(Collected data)
*** Block opens ***

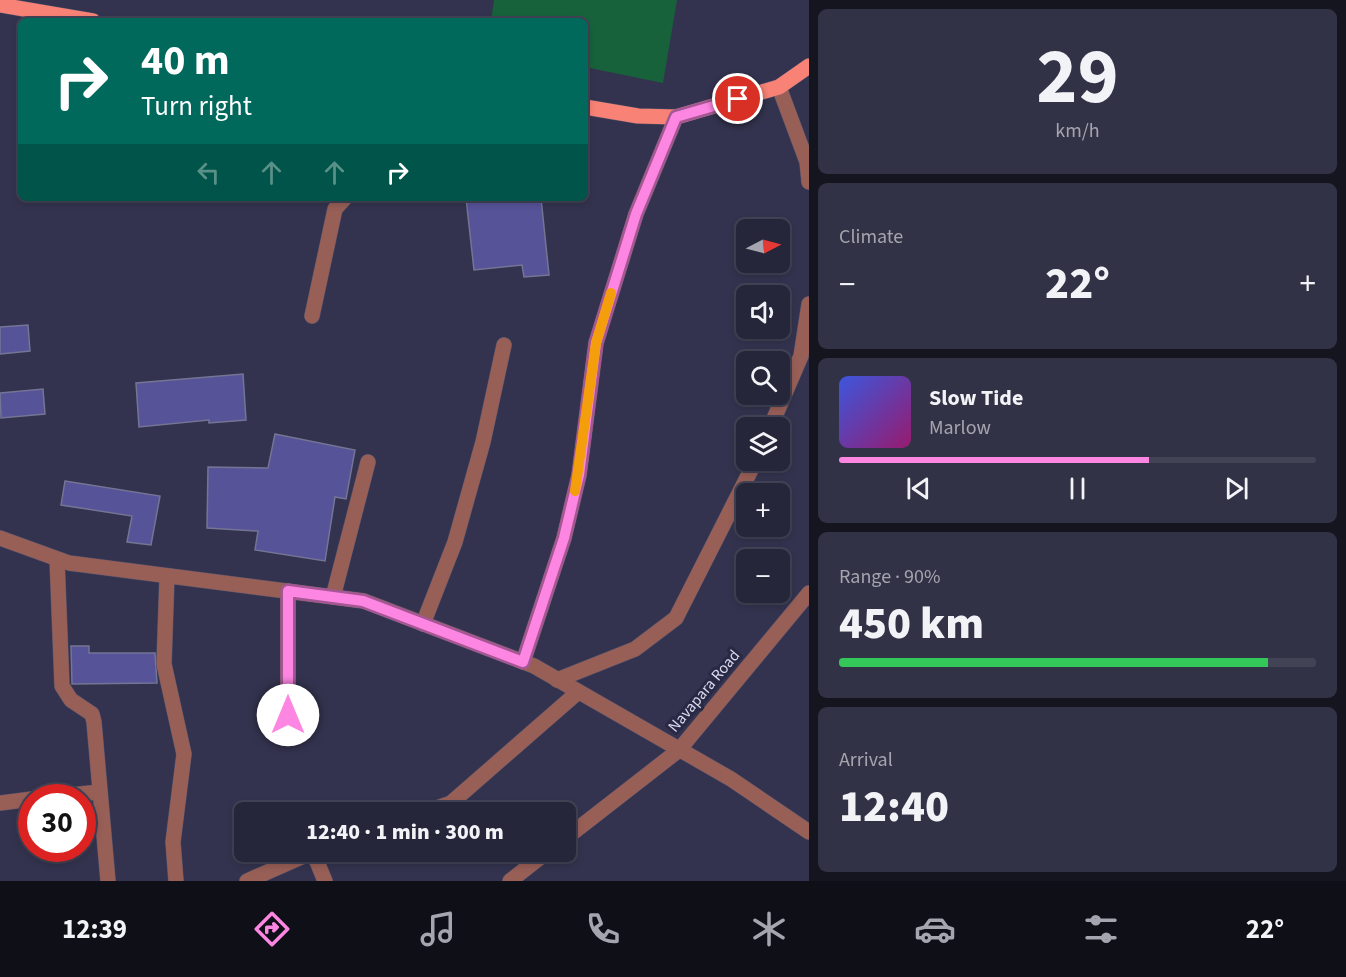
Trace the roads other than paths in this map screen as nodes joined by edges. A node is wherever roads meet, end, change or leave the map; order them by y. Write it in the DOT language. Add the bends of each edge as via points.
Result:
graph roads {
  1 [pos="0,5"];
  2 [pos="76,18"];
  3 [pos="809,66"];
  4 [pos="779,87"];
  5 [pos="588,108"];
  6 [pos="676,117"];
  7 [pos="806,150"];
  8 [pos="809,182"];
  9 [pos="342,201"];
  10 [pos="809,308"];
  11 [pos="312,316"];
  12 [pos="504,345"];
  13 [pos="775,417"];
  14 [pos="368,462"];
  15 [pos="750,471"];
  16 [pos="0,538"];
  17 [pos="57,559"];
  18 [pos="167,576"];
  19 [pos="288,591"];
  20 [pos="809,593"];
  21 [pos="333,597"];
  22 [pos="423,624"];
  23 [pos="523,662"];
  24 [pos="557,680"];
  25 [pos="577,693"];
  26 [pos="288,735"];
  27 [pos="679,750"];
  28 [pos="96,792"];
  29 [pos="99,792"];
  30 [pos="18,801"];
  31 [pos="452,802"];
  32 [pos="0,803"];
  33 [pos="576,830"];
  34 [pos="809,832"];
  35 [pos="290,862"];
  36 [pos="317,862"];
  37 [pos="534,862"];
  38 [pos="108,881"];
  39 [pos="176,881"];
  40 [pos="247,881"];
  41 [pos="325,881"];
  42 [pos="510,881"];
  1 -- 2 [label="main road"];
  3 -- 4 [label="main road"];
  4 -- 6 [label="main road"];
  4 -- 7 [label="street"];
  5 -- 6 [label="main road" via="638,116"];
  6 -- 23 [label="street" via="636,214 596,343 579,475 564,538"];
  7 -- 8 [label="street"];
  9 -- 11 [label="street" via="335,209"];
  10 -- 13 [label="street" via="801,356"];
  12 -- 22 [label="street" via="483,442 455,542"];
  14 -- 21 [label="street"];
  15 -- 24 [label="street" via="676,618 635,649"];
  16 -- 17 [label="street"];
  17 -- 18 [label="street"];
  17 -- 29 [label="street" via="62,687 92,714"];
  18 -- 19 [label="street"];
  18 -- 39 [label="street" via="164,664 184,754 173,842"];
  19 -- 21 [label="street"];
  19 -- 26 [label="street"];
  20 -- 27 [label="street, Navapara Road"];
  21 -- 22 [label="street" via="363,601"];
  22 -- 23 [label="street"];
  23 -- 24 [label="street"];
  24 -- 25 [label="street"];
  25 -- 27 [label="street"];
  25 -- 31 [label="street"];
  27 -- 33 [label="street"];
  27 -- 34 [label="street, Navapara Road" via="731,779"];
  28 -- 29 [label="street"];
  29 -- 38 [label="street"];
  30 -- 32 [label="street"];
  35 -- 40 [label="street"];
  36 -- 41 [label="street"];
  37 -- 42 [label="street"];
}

*** Block closes ***
*** Block opens ***

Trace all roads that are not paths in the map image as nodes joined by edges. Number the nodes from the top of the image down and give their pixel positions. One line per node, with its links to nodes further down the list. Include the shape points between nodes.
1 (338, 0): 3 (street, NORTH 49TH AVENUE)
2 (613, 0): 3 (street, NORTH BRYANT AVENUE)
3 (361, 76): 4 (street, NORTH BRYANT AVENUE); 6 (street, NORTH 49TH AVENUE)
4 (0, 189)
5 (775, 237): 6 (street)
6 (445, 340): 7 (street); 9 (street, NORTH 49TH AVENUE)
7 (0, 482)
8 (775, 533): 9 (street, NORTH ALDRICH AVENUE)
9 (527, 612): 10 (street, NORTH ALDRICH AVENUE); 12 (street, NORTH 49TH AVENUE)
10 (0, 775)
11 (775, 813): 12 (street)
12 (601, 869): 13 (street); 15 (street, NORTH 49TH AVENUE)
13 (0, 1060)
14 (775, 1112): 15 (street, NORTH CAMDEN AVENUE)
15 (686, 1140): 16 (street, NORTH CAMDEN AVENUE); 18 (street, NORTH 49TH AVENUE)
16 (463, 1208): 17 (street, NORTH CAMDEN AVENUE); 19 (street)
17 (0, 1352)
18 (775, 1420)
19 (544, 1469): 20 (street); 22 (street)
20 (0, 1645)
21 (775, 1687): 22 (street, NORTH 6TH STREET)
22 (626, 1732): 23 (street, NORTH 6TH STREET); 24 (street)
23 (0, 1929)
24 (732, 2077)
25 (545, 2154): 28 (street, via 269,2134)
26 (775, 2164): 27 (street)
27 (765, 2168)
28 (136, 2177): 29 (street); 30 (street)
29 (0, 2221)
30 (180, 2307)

*** Block closes ***
*** Block opens ***

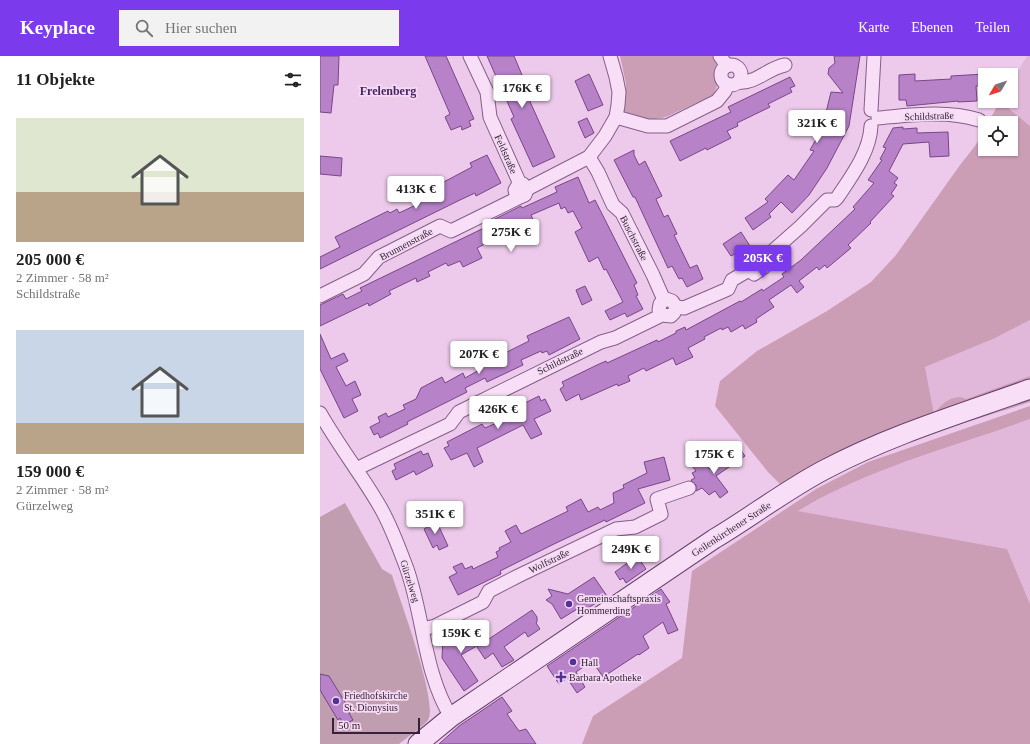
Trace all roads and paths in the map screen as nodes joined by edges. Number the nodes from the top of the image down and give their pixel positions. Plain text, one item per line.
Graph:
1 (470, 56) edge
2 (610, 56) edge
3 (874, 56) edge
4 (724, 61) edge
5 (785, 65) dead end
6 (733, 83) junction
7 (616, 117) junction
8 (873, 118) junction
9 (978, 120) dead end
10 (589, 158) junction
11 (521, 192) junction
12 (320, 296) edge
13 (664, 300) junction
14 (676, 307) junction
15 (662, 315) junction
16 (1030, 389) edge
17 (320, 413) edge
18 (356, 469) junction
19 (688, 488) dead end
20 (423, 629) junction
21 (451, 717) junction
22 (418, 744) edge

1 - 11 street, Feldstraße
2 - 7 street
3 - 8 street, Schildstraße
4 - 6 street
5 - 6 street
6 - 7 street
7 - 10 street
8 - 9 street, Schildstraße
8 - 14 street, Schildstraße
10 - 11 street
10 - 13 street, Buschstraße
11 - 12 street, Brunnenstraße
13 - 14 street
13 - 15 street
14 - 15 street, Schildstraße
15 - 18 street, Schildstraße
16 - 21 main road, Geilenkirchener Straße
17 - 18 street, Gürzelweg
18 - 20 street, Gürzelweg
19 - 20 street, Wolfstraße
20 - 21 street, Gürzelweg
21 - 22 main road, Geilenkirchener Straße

*** Block closes ***

■ The task
Select the lines from the entries that include the word "screen".

■ Written answer
Trace the roads other than paths in this map screen as nodes joined by edges. A node is wherever roads meet, end, change or leave the map; order them by y. Write it in the DOT language. Add the bends of each edge as via points.
Trace all roads and paths in the map screen as nodes joined by edges. Number the nodes from the top of the image down and give their pixel positions. Plain text, one item per line.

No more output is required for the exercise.